[Information provided Boundary: Start]
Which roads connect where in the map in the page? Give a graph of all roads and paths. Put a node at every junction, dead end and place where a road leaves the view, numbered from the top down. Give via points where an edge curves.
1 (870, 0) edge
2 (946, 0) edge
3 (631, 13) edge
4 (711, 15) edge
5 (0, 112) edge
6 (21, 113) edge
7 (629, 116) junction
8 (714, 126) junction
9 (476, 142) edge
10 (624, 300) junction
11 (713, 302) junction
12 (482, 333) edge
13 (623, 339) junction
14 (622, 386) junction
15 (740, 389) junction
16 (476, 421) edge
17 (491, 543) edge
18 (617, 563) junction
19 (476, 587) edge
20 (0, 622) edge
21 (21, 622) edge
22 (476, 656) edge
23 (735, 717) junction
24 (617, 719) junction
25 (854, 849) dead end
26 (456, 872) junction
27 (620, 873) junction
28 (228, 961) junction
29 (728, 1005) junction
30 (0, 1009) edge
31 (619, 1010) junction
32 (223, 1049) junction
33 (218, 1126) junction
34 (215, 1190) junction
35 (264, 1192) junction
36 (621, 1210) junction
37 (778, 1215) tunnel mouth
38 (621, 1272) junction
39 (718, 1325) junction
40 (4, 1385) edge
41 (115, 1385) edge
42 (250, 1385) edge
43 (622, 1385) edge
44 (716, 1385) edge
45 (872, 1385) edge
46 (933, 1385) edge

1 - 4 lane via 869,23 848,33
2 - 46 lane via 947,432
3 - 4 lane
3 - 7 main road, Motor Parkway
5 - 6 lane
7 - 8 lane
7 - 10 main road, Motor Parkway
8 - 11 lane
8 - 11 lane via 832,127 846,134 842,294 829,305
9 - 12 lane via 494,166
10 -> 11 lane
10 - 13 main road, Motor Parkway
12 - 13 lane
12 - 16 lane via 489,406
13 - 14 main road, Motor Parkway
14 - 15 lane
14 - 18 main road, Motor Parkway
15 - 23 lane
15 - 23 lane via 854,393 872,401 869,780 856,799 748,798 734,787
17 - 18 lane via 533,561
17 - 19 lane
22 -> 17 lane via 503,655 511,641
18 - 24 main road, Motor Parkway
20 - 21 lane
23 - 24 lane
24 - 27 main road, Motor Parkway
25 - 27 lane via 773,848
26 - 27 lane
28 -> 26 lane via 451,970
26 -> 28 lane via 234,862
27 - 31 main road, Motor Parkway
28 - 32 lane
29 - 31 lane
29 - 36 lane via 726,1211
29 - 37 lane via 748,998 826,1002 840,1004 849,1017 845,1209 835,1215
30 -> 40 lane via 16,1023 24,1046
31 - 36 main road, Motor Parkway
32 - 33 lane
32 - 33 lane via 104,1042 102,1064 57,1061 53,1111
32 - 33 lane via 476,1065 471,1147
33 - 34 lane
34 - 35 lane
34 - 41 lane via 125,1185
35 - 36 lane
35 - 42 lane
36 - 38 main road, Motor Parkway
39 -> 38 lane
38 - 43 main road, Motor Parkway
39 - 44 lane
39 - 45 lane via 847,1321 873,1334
[Information provided Boundary: End]
[Information provided Boundary: Start]
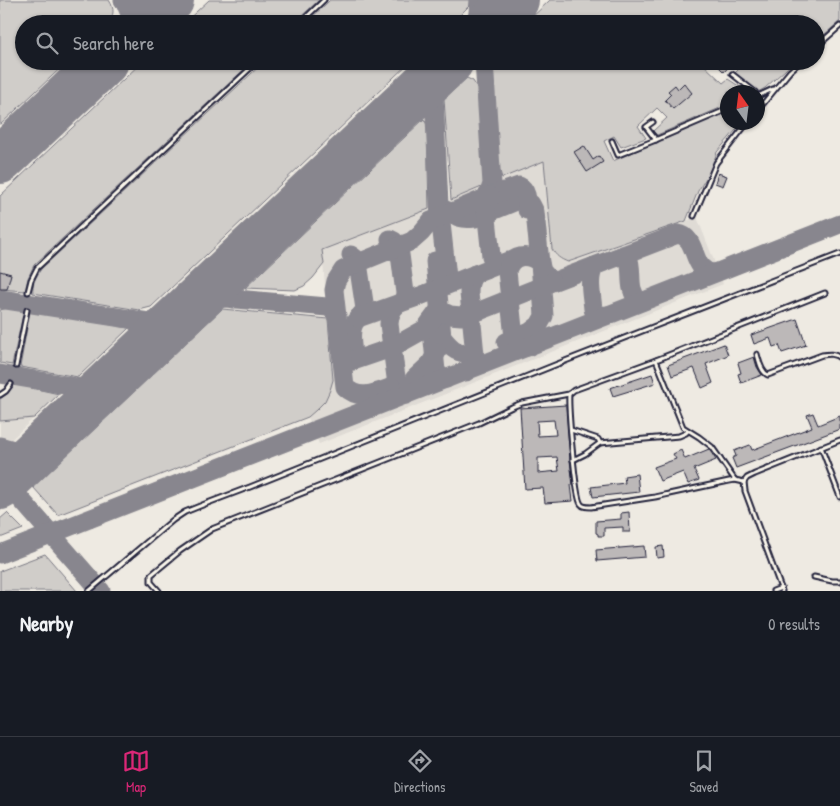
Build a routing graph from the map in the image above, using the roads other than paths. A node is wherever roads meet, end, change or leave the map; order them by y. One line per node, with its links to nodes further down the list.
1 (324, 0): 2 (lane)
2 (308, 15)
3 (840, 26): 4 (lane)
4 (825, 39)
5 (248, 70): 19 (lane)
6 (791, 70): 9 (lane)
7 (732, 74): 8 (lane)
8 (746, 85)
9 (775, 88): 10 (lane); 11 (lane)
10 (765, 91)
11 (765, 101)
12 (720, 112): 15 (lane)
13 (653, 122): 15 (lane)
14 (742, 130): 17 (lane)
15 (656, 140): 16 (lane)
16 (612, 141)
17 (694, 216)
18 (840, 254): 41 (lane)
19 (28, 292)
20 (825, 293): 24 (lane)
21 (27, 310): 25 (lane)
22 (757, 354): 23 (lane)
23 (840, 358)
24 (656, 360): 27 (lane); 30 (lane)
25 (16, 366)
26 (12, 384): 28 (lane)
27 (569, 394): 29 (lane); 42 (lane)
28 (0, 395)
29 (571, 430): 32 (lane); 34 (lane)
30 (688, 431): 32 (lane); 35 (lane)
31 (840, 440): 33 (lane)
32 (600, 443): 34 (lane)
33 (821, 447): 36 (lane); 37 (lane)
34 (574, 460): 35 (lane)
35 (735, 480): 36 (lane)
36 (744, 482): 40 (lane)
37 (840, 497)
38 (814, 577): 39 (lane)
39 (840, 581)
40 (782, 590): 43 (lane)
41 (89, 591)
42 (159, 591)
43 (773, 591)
[Information provided Boundary: End]
— Task directions —
Scan the entries and show every line in which the word "dead" is found.

— Exercise output —
Which roads connect where in the map in the page? Give a graph of all roads and paths. Put a node at every junction, dead end and place where a road leaves the view, numbered from the top down. Give via points where an edge curves.
25 (854, 849) dead end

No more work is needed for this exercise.